L’«avvio» del sussidio di povertà chiamato impropriamente «reddito di cittadinanza», della «pensione di cittadinanza» e rafforzamento dei centri dell’impiego» è previsto ad aprile 2019. Lo ha confermato la risoluzione di maggioranza sull’aggiornamento del Documento di Economia e Finanza (Def) firmata dai capigruppo Massimiliano Romeo (Lega) e Stefano Patuanelli (Cinque Stelle). «La nostra intenzione é cercare di partire con il reddito di cittadinanza e quota 100 dopo il primo trimestre» ha detto Patuanelli. «Avvio» è un concetto sufficientemente vago da ammettere l’impossibilità di una trasformazione epocale dei centri per l’impiego «entro marzo» 2019 e da confermare l’intenzione del governo di «colpire la povertà» ma anche di non permettere alla «gente di sedersi e di cercare un lavoro» ha detto ieri al Senato durante la replica sul Def il ministro agli affari europei Paolo Savona, facente funzioni del ministro dell’economia Tria e della sua vice Castelli. Più che «colpire la povertà», il progetto è quello di governare la precarietà al fine di trasformare una parte cospicua dei 3,6 milioni di «poveri assoluti» italiani (ma non 1,6 milioni di stranieri residenti nelle stesse condizioni) in «forza lavoro potenziale», occupata «un minimo di 8 ore settimanali in lavori di pubblica utilità per le comunità locali ha scritto Pasquale Tridico, consulente del ministro del lavoro Luigi Di Maio in un post sul «blog delle stelle» – a frequentare percorsi di riqualificazione professionale che permettano di transitare nuovamente verso il mondo del lavoro».
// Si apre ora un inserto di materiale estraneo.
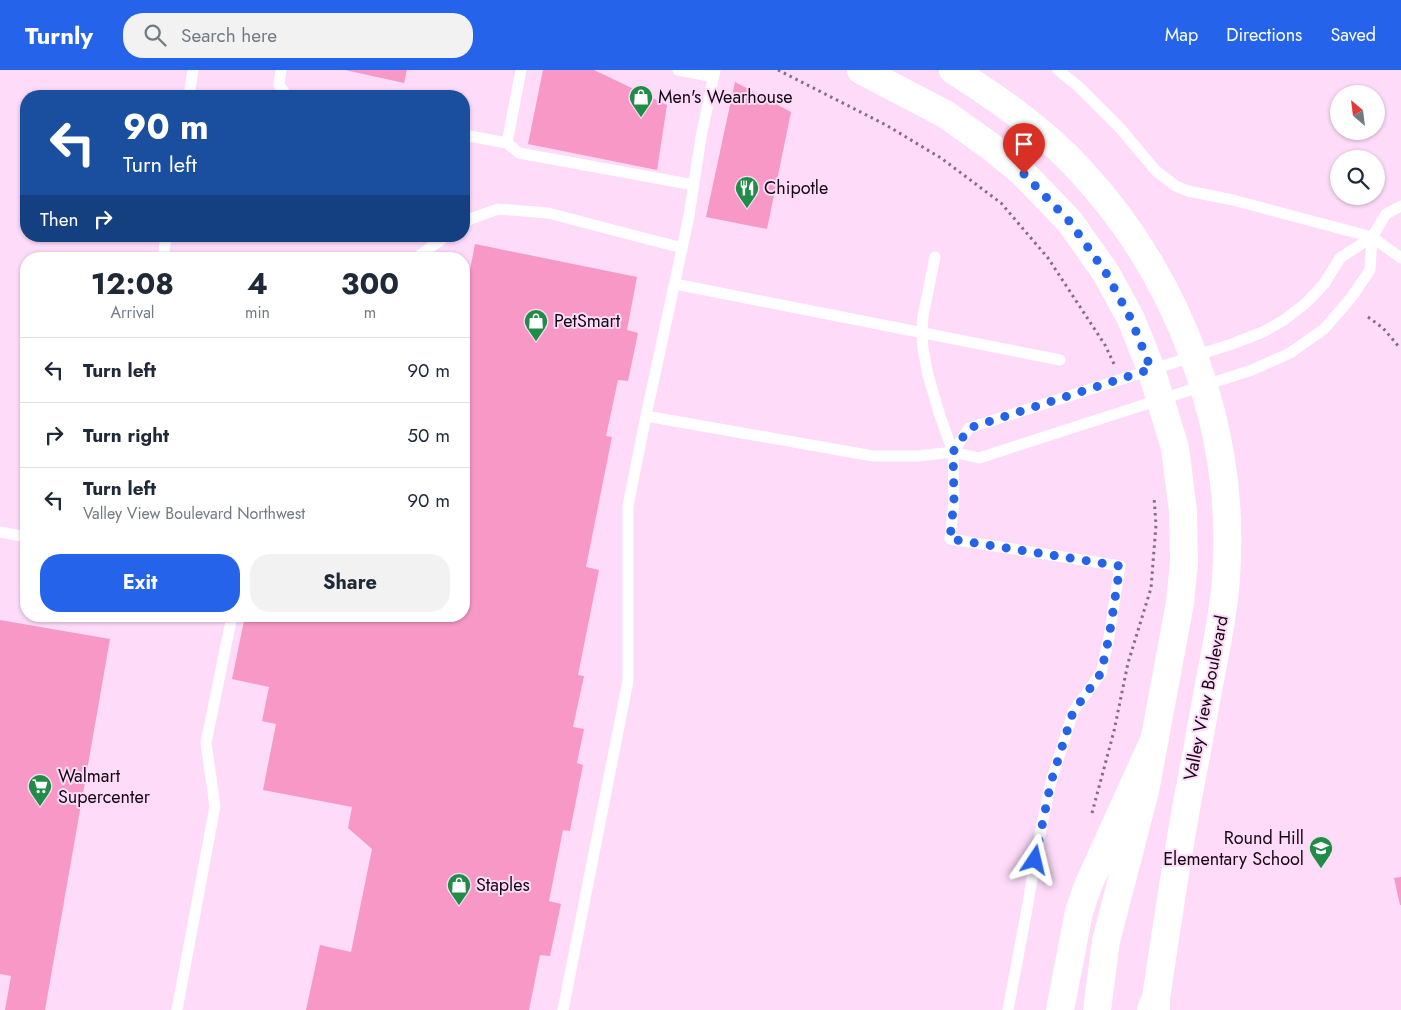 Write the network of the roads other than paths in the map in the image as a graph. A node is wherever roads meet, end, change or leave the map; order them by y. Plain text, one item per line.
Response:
1 (193, 70) edge
2 (281, 70) edge
3 (521, 70) edge
4 (678, 70) edge
5 (861, 70) edge
6 (953, 70) edge
7 (1058, 70) edge
8 (714, 74) edge
9 (190, 90) edge
10 (283, 90) edge
11 (470, 136) edge
12 (507, 143) junction
13 (694, 185) junction
14 (1401, 206) edge
15 (470, 219) edge
16 (1372, 237) junction
17 (438, 242) edge
18 (682, 248) junction
19 (424, 252) edge
20 (935, 257) dead end
21 (1401, 258) edge
22 (675, 284) junction
23 (922, 334) junction
24 (1194, 355) junction
25 (1060, 360) dead end
26 (1151, 369) junction
27 (1204, 386) junction
28 (1161, 399) junction
29 (646, 416) junction
30 (953, 452) junction
31 (0, 532) edge
32 (20, 536) edge
33 (231, 622) edge
34 (1155, 738) junction
35 (1154, 1006) edge
36 (177, 1010) edge
37 (563, 1010) edge
38 (1008, 1010) edge
39 (1060, 1010) edge
40 (1097, 1010) edge

1 - 9 lane
2 - 10 lane
3 - 12 lane
4 - 8 lane
5 - 26 main road
6 - 24 main road, Valley View Boulevard
7 - 16 lane
8 - 13 lane
11 - 12 lane
12 - 13 lane
13 - 18 lane
14 - 16 lane
15 - 18 lane
16 - 21 lane
16 - 24 lane
16 - 27 lane
17 - 19 lane
18 - 22 lane
20 - 23 lane
22 - 23 lane
22 - 29 lane
23 - 25 lane
23 - 30 lane
24 - 26 lane
24 - 27 main road, Valley View Boulevard
26 - 28 main road
26 - 30 lane
27 - 28 lane
27 - 35 main road, Valley View Boulevard
28 - 30 lane
28 - 34 main road
29 - 30 lane
29 - 37 lane
30 - 38 lane
31 - 32 lane
33 - 36 lane
34 - 39 main road
34 - 40 main road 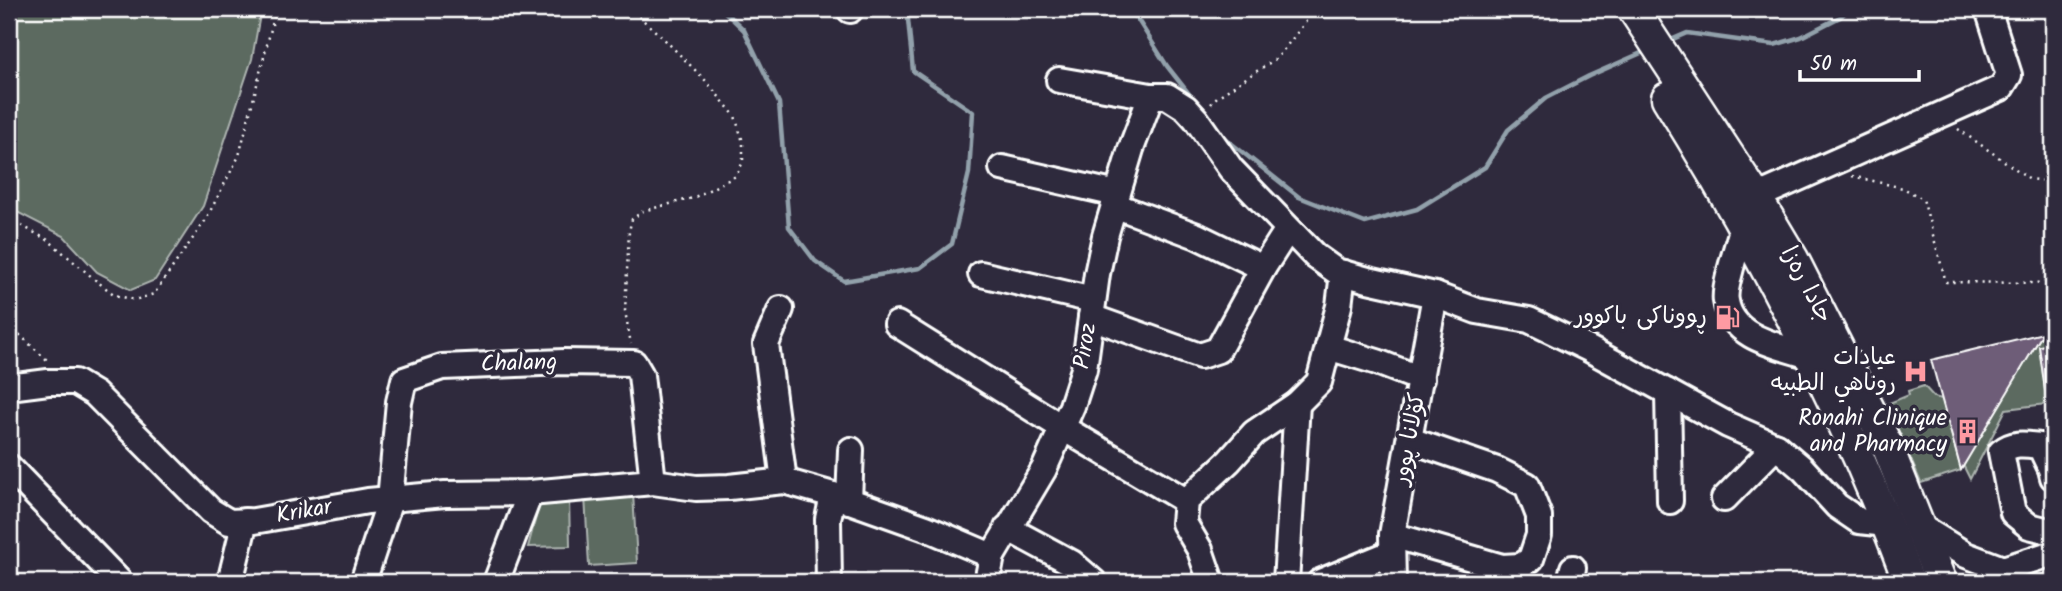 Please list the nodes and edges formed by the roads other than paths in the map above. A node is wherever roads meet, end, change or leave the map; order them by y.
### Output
1 (1611, 9) edge
2 (1633, 9) edge
3 (1988, 9) edge
4 (1059, 80) dead end
5 (1151, 96) junction
6 (1690, 116) junction
7 (1002, 168) dead end
8 (1756, 197) junction
9 (1116, 200) junction
10 (1743, 226) junction
11 (1288, 229) junction
12 (1263, 268) junction
13 (1343, 273) junction
14 (981, 275) dead end
15 (1435, 295) junction
16 (1092, 309) junction
17 (781, 310) dead end
18 (897, 324) dead end
19 (1328, 347) junction
20 (1813, 357) junction
21 (1421, 379) junction
22 (9, 387) edge
23 (1668, 392) junction
24 (1297, 404) junction
25 (1063, 428) junction
26 (1410, 440) junction
27 (1776, 446) junction
28 (851, 450) dead end
29 (9, 467) edge
30 (2053, 477) edge
31 (784, 481) junction
32 (653, 482) junction
33 (530, 493) junction
34 (841, 498) junction
35 (1724, 499) dead end
36 (390, 500) junction
37 (1186, 501) junction
38 (1670, 501) dead end
39 (245, 521) junction
40 (1887, 524) junction
41 (1919, 526) junction
42 (1007, 528) junction
43 (2053, 532) edge
44 (1391, 544) junction
45 (2053, 553) edge
46 (992, 555) junction
47 (1998, 576) edge
48 (120, 582) edge
49 (230, 582) edge
50 (363, 582) edge
51 (496, 582) edge
52 (829, 582) edge
53 (987, 582) edge
54 (1094, 582) edge
55 (1211, 582) edge
56 (1286, 582) edge
57 (1320, 582) edge
58 (1393, 582) edge
59 (1909, 582) edge
60 (1941, 582) edge

1 - 6 main road, جادا ره‌زا
2 - 6 main road, جادا ره‌زا
3 - 8 street
4 - 5 street
5 - 9 street, Piroz
5 - 11 street
6 - 8 main road, جادا ره‌زا
6 - 10 main road, جادا ره‌زا
7 - 9 street
8 - 41 main road, جادا ره‌زا
9 - 12 street
9 - 16 street, Piroz
10 - 20 main road, جادا ره‌زا
10 - 20 street
11 - 12 street
11 - 13 street
12 - 16 street
13 - 15 street
13 - 19 street
14 - 16 street
15 - 21 street, کۆلانا پوور
15 - 23 street
16 - 25 street, Piroz
17 - 31 street
18 - 25 street
19 - 21 street
19 - 24 street
20 - 40 main road, جادا ره‌زا
21 - 26 street, کۆلانا پوور
22 - 39 street, Krikar
23 - 27 street
23 - 38 street
24 - 37 street
24 - 56 street
25 - 37 street
25 - 42 street, Piroz
26 - 44 street, کۆلانا پوور
26 - 44 street
27 - 35 street
27 - 40 street
28 - 34 street
29 - 48 street
30 - 43 street
31 - 32 street, Krikar
31 - 34 street, Krikar
32 - 33 street, Krikar
32 - 36 street, Chalang
33 - 36 street, Krikar
33 - 51 street
34 - 46 street, Krikar
34 - 52 street
36 - 39 street, Krikar
36 - 50 street
37 - 55 street
39 - 49 street
40 - 59 main road, جادا ره‌زا
41 - 47 street
41 - 60 main road, جادا ره‌زا
42 - 46 street, Piroz
42 - 54 street
44 - 57 street
44 - 58 street, کۆلانا پوور
45 - 47 street
46 - 53 street, Piroz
DA QUESTA VISIONE transizionale del mercato del lavoro emerge il progetto, più volte ribadito nei giorni affannati della discussione sul Def, di un presunto «effetto moltiplicatore» sul Pil del 2019 pari all’1,67%, se accoppiato agli «investimenti» e ai tagli fiscali denominati «flat tax». Insieme alle altre misure previste dal Def, questa messa al lavoro dei «poveri assoluti» dovrebbe produrre il grande balzo populista dall’attuale 0,9% all’annunciato, e contestato, 1,5% del Pil. Tridico ha esposto questa teoria sin da quando era candidato in pectore al ministero del lavoro. «Per il prossimo anno – scrive nel post con un titolo alla Woody Allen (che pensava a tutt’altro argomento) «Tutto quello che devi sapere sulla manovra del popolo» – un aumento del Pil potenziale, attraverso l’inserimento di forza lavoro nel tasso di partecipazione, ed un aumento conseguente dell’output gap, con maggiori guadagni di spazio fiscale per il governo».

L’«AVVIO» DELLA RIFORMA dei centri per l’impiego, necessari per giustificare la posta economica di una decina di miliardi di euro complessivi, serve ad alzare il tasso di occupazione tra i più bassi nei paesi Ocse. Grazie all’attivazione dei «poveri assoluti» alla ricerca di un lavoro si intende risolvere la divergenza sul calcolo della crescita che contrappone da anni i governi alla Commissione Ue. Al di là dell’effettiva realizzabilità della teoria – lo si vedrà l’anno prossimo, se e come la maggioranza supererà le elezioni europee a maggio 2019 – va registrato l’uso politico e neocapitalistico della vita di coloro che vivono al di sotto della soglia di povertà.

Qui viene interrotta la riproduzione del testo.